- What you need to do -
Each line of the data must be given back verbatim, with pictures removed.

Collected data:

————————

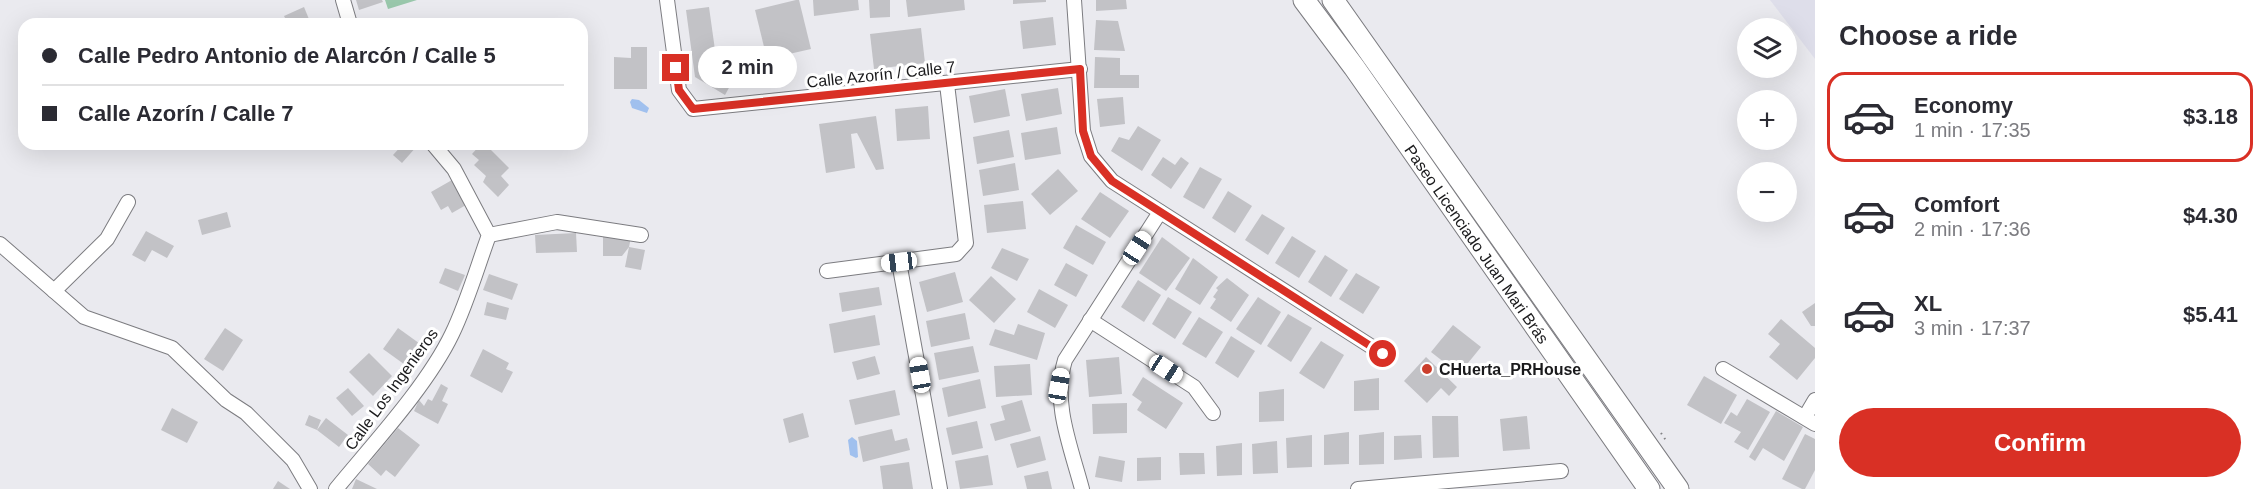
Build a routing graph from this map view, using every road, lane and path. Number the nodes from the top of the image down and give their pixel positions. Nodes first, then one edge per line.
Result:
1 (343, 0) edge
2 (667, 0) edge
3 (1074, 0) edge
4 (1304, 0) edge
5 (1333, 0) edge
6 (348, 18) edge
7 (1080, 69) junction
8 (947, 84) junction
9 (438, 150) edge
10 (128, 202) dead end
11 (1160, 212) junction
12 (489, 235) junction
13 (641, 235) dead end
14 (0, 244) edge
15 (899, 262) junction
16 (827, 271) dead end
17 (54, 291) junction
18 (1090, 320) junction
19 (1383, 354) dead end
20 (1723, 369) dead end
21 (1815, 400) edge
22 (1213, 413) dead end
23 (1810, 420) edge
24 (1561, 471) dead end
25 (310, 489) edge
26 (336, 489) edge
27 (940, 489) edge
28 (1082, 489) edge
29 (1358, 489) edge
30 (1649, 489) edge
31 (1678, 489) edge

1 - 6 street
2 - 8 street, Calle Azorín / Calle 7
3 - 7 street
4 - 30 main road, Paseo Licenciado Juan Mari Brás
5 - 31 main road, Paseo Licenciado Juan Mari Brás
7 - 8 street, Calle Azorín / Calle 7
7 - 11 street
8 - 15 street
9 - 12 street
10 - 17 street
11 - 18 street
11 - 19 street
12 - 13 street
12 - 26 street, Calle Los Ingenieros
14 - 17 street
15 - 16 street
15 - 27 street
17 - 25 street
18 - 22 street
18 - 28 street
20 - 23 street
21 - 23 street
24 - 29 street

————————

- Written response -
Build a routing graph from this map view, using every road, lane and path. Number the nodes from the top of the image down and give their pixel positions. Nodes first, then one edge per line.
Result:
1 (343, 0) edge
2 (667, 0) edge
3 (1074, 0) edge
4 (1304, 0) edge
5 (1333, 0) edge
6 (348, 18) edge
7 (1080, 69) junction
8 (947, 84) junction
9 (438, 150) edge
10 (128, 202) dead end
11 (1160, 212) junction
12 (489, 235) junction
13 (641, 235) dead end
14 (0, 244) edge
15 (899, 262) junction
16 (827, 271) dead end
17 (54, 291) junction
18 (1090, 320) junction
19 (1383, 354) dead end
20 (1723, 369) dead end
21 (1815, 400) edge
22 (1213, 413) dead end
23 (1810, 420) edge
24 (1561, 471) dead end
25 (310, 489) edge
26 (336, 489) edge
27 (940, 489) edge
28 (1082, 489) edge
29 (1358, 489) edge
30 (1649, 489) edge
31 (1678, 489) edge

1 - 6 street
2 - 8 street, Calle Azorín / Calle 7
3 - 7 street
4 - 30 main road, Paseo Licenciado Juan Mari Brás
5 - 31 main road, Paseo Licenciado Juan Mari Brás
7 - 8 street, Calle Azorín / Calle 7
7 - 11 street
8 - 15 street
9 - 12 street
10 - 17 street
11 - 18 street
11 - 19 street
12 - 13 street
12 - 26 street, Calle Los Ingenieros
14 - 17 street
15 - 16 street
15 - 27 street
17 - 25 street
18 - 22 street
18 - 28 street
20 - 23 street
21 - 23 street
24 - 29 street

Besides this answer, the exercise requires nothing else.